Retired telecom analyst Dan Reingold rues Jack Grubman and regrets not blowing the whistle.

Retired research analyst Dan Reingold opens his story in a Manhattan courthouse, where he beholds a deflated Bernie Ebbers. Ebbers, the former


chief, has just been found guilty of masterminding the nation's largest corporate fraud. Reingold reflects on the lies, greed and ruin left in WorldCom's wake.

But somehow, a bigger villain emerges out of Reingold's tale of the telecom bubble: his rule-bending archrival, Jack Grubman.

Reingold's book

Confessions of a Wall Street Analyst

, released Feb. 7, chronicles his 14-year rise from


number-cruncher to top telecom research analyst. These, of course, weren't ordinary times. The stock market was on a tear, and investors armed with truckloads of money were hunting for growth stocks. This coincided with federal legislation that helped create hundreds of new phone companies. And advances in wireless technology, fiber optic networking and the Internet opened huge market opportunities.

Although successful beyond his dreams, Reingold considers himself a man out of step with his times.

Telecom, the once-sleepy corner of tech, had become a seductive sector swarmed by investors and teeming with banking deals. Money corrupts, and the big money seems to have intoxicated some otherwise ethically upright market participants.

But not Dan Reingold. As Reingold tells it, Wall Street was a crooked game and his integrity was repeatedly put on the line as he crossed paths with bankers and huckster executives. Though no one actually twists his arm, he feels an unspoken pressure to play ball. His employers -- investment banks Merrill Lynch and CSFB -- certainly wouldn't be hurt if he put positive ratings on companies as they pursued lucrative roles in public stock offerings and merger deals.

The book offers a glimpse into the analysts' world. The constant travel, with 24-hour flights to deliver two-hour pitches. The four-star restaurants, and the "minor lactose intolerance." The separation from family, yet the exotic family vacations. But more than anything, the reader hears the voices in Reingold's head and understands the crutch of professionalism he uses to offset his abundant insecurities.

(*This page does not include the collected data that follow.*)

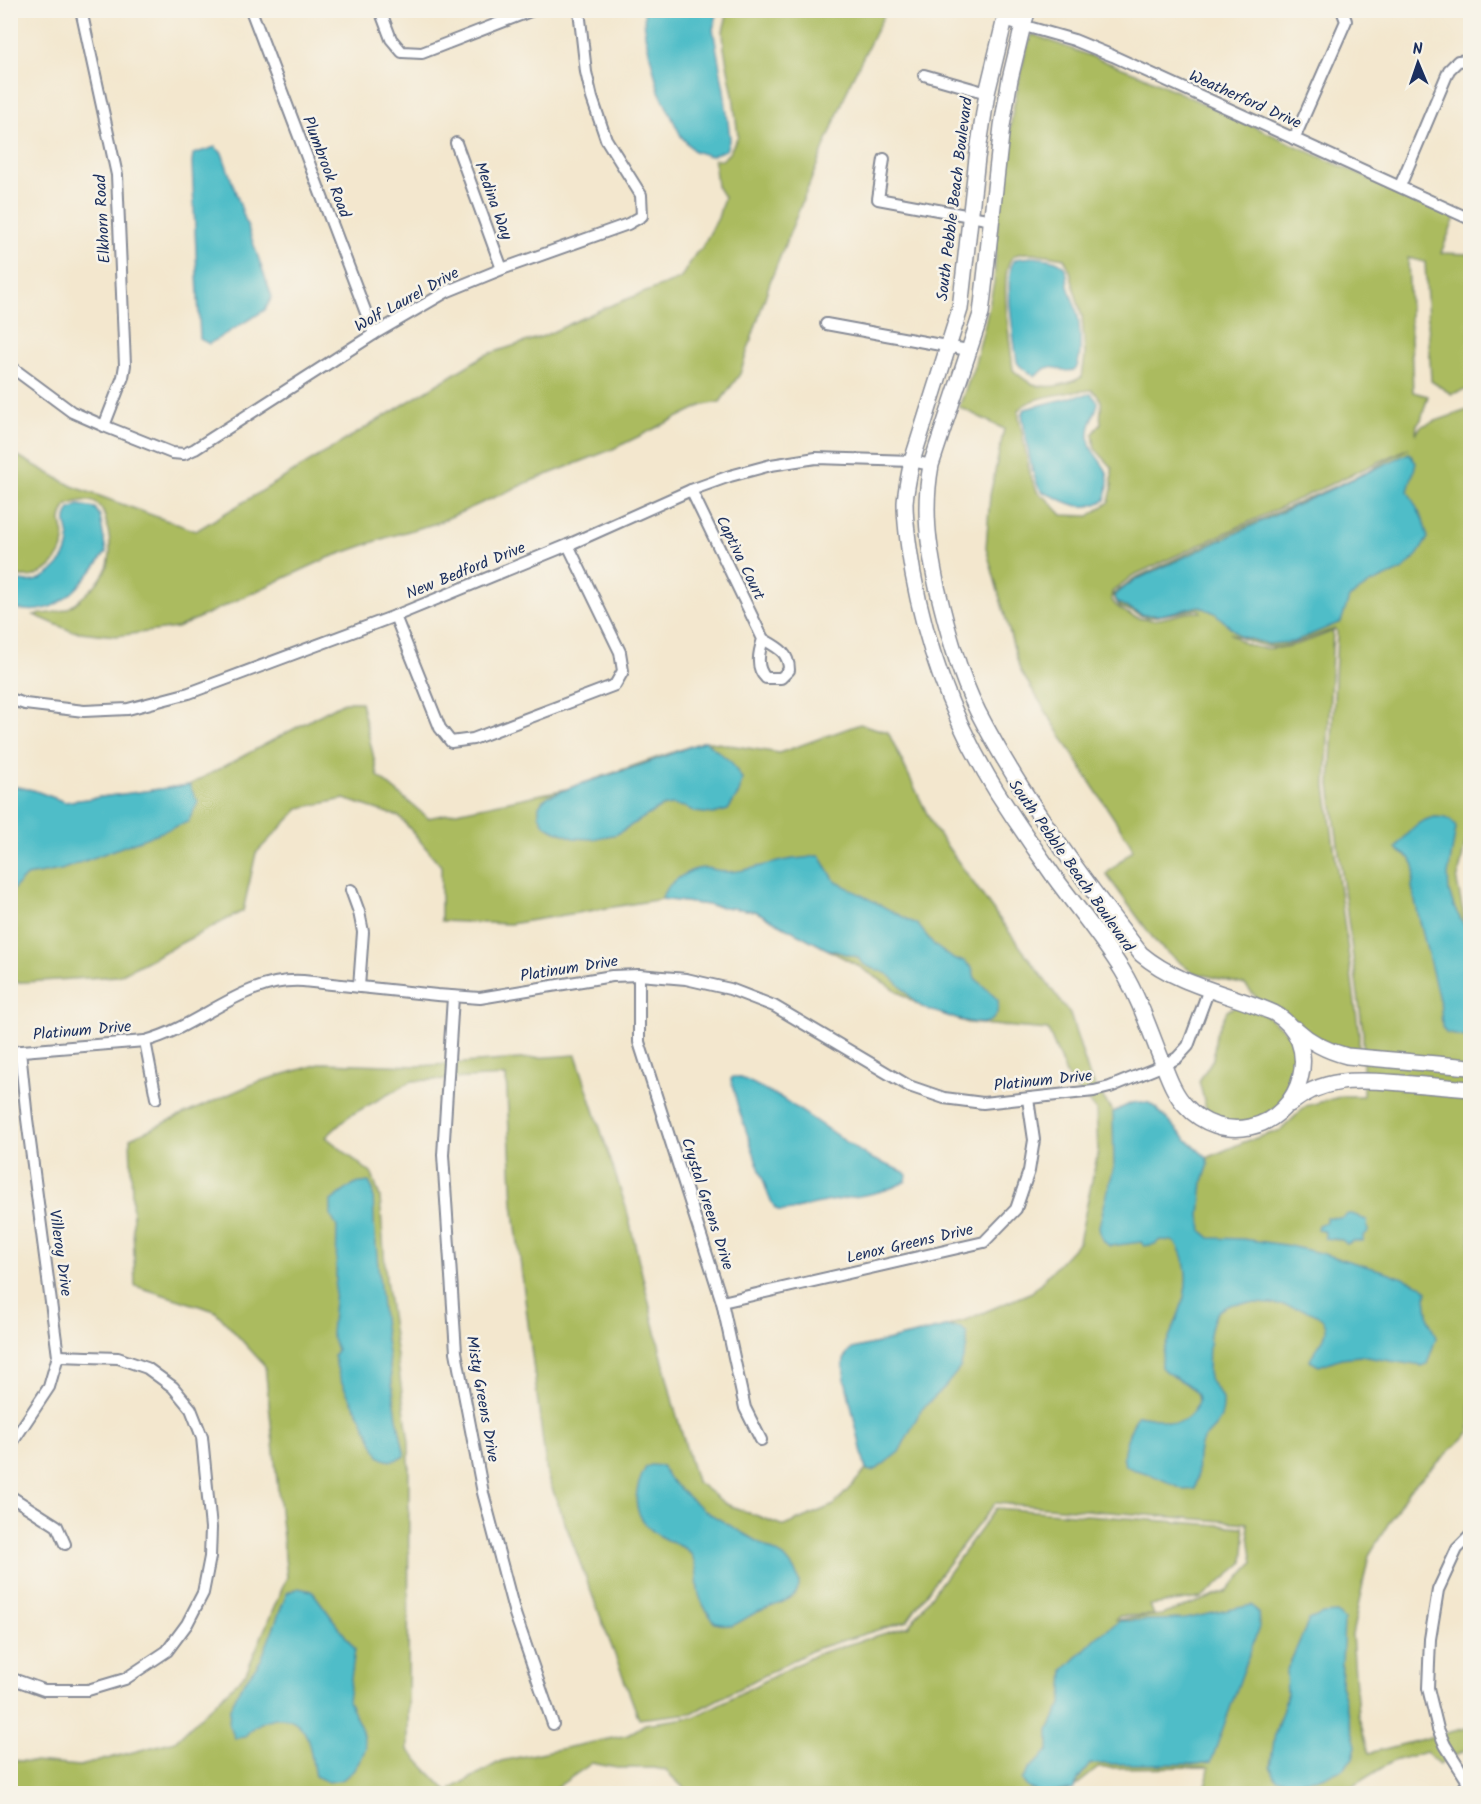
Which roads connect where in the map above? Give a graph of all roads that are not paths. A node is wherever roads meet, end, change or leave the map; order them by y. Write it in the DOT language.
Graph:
graph roads {
  1 [pos="81,10"];
  2 [pos="251,10"];
  3 [pos="380,10"];
  4 [pos="533,10"];
  5 [pos="579,10"];
  6 [pos="1342,10"];
  7 [pos="1005,15"];
  8 [pos="1026,18"];
  9 [pos="1470,60"];
  10 [pos="924,75"];
  11 [pos="987,93"];
  12 [pos="1293,139"];
  13 [pos="456,143"];
  14 [pos="884,159"];
  15 [pos="1400,186"];
  16 [pos="971,216"];
  17 [pos="1470,219"];
  18 [pos="992,220"];
  19 [pos="502,269"];
  20 [pos="826,324"];
  21 [pos="374,334"];
  22 [pos="948,346"];
  23 [pos="968,350"];
  24 [pos="10,366"];
  25 [pos="104,426"];
  26 [pos="912,461"];
  27 [pos="932,465"];
  28 [pos="691,490"];
  29 [pos="568,545"];
  30 [pos="395,616"];
  31 [pos="763,639"];
  32 [pos="10,699"];
  33 [pos="1087,884"];
  34 [pos="351,890"];
  35 [pos="1070,897"];
  36 [pos="639,975"];
  37 [pos="359,987"];
  38 [pos="1209,989"];
  39 [pos="453,997"];
  40 [pos="1287,1021"];
  41 [pos="145,1041"];
  42 [pos="15,1052"];
  43 [pos="1164,1065"];
  44 [pos="1470,1067"];
  45 [pos="1470,1089"];
  46 [pos="156,1098"];
  47 [pos="1028,1099"];
  48 [pos="1284,1110"];
  49 [pos="722,1302"];
  50 [pos="58,1356"];
  51 [pos="761,1440"];
  52 [pos="10,1446"];
  53 [pos="10,1496"];
  54 [pos="1470,1536"];
  55 [pos="65,1544"];
  56 [pos="10,1678"];
  57 [pos="552,1724"];
  58 [pos="1469,1784"];
  59 [pos="1457,1794"];
  1 -- 25 [label="street, Elkhorn Road"];
  2 -- 21 [label="street, Plumbrook Road"];
  3 -- 4 [label="street"];
  5 -- 19 [label="street, Wolf Laurel Drive"];
  6 -- 12 [label="street"];
  7 -- 8 [label="street, Weatherford Drive"];
  7 -- 11 [label="street, South Pebble Beach Boulevard"];
  8 -- 12 [label="street, Weatherford Drive"];
  8 -- 18 [label="street, South Pebble Beach Boulevard"];
  9 -- 15 [label="street"];
  10 -- 11 [label="street"];
  11 -- 16 [label="street, South Pebble Beach Boulevard"];
  12 -- 15 [label="street, Weatherford Drive"];
  13 -- 19 [label="street, Medina Way"];
  14 -- 16 [label="street"];
  15 -- 17 [label="street, Weatherford Drive"];
  16 -- 18 [label="street"];
  16 -- 22 [label="street, South Pebble Beach Boulevard"];
  18 -- 23 [label="street, South Pebble Beach Boulevard"];
  19 -- 21 [label="street, Wolf Laurel Drive"];
  20 -- 22 [label="street"];
  21 -- 25 [label="street, Wolf Laurel Drive"];
  22 -- 23 [label="street"];
  22 -- 26 [label="street, South Pebble Beach Boulevard"];
  23 -- 27 [label="street, South Pebble Beach Boulevard"];
  24 -- 25 [label="street, Wolf Laurel Drive"];
  26 -- 27 [label="street, New Bedford Drive"];
  26 -- 28 [label="street, New Bedford Drive"];
  26 -- 35 [label="street, South Pebble Beach Boulevard"];
  27 -- 33 [label="street, South Pebble Beach Boulevard"];
  28 -- 29 [label="street, New Bedford Drive"];
  28 -- 31 [label="street, Captiva Court"];
  29 -- 30 [label="street, New Bedford Drive"];
  29 -- 30 [label="street"];
  30 -- 32 [label="street, New Bedford Drive"];
  33 -- 35 [label="street"];
  33 -- 38 [label="street, South Pebble Beach Boulevard"];
  34 -- 37 [label="street"];
  35 -- 43 [label="street, South Pebble Beach Boulevard"];
  36 -- 39 [label="street, Platinum Drive"];
  36 -- 47 [label="street, Platinum Drive"];
  36 -- 49 [label="street, Crystal Greens Drive"];
  37 -- 39 [label="street, Platinum Drive"];
  37 -- 41 [label="street, Platinum Drive"];
  38 -- 40 [label="street, South Pebble Beach Boulevard"];
  38 -- 43 [label="street, Platinum Drive"];
  39 -- 57 [label="street, Misty Greens Drive"];
  40 -- 44 [label="street, South Pebble Beach Boulevard"];
  40 -- 48 [label="street"];
  41 -- 42 [label="street, Platinum Drive"];
  41 -- 46 [label="street"];
  42 -- 50 [label="street, Villeroy Drive"];
  43 -- 47 [label="street, Platinum Drive"];
  43 -- 48 [label="street, South Pebble Beach Boulevard"];
  45 -- 48 [label="street, South Pebble Beach Boulevard"];
  47 -- 49 [label="street, Lenox Greens Drive"];
  49 -- 51 [label="street, Crystal Greens Drive"];
  50 -- 52 [label="street, Villeroy Drive"];
  50 -- 56 [label="street"];
  53 -- 55 [label="street"];
  54 -- 58 [label="street"];
  58 -- 59 [label="street"];
}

Insanely competitive and obsessed with his standing in the annual analyst ratings, Reingold is haunted by the more popular Grubman, who becomes fuel for wracking self-doubt and ultimately affirmation.

Reingold says he was a grind who always stuck to his principles. Meanwhile, Grubman was busy embracing numerous conflicts of interest. Grubman used his shameless stock promotion to curry insider contacts before dishing news to clients, says Reingold. And with information being the most valuable currency on Wall Street, Grubman trounced Reingold in the hugely important analyst rankings.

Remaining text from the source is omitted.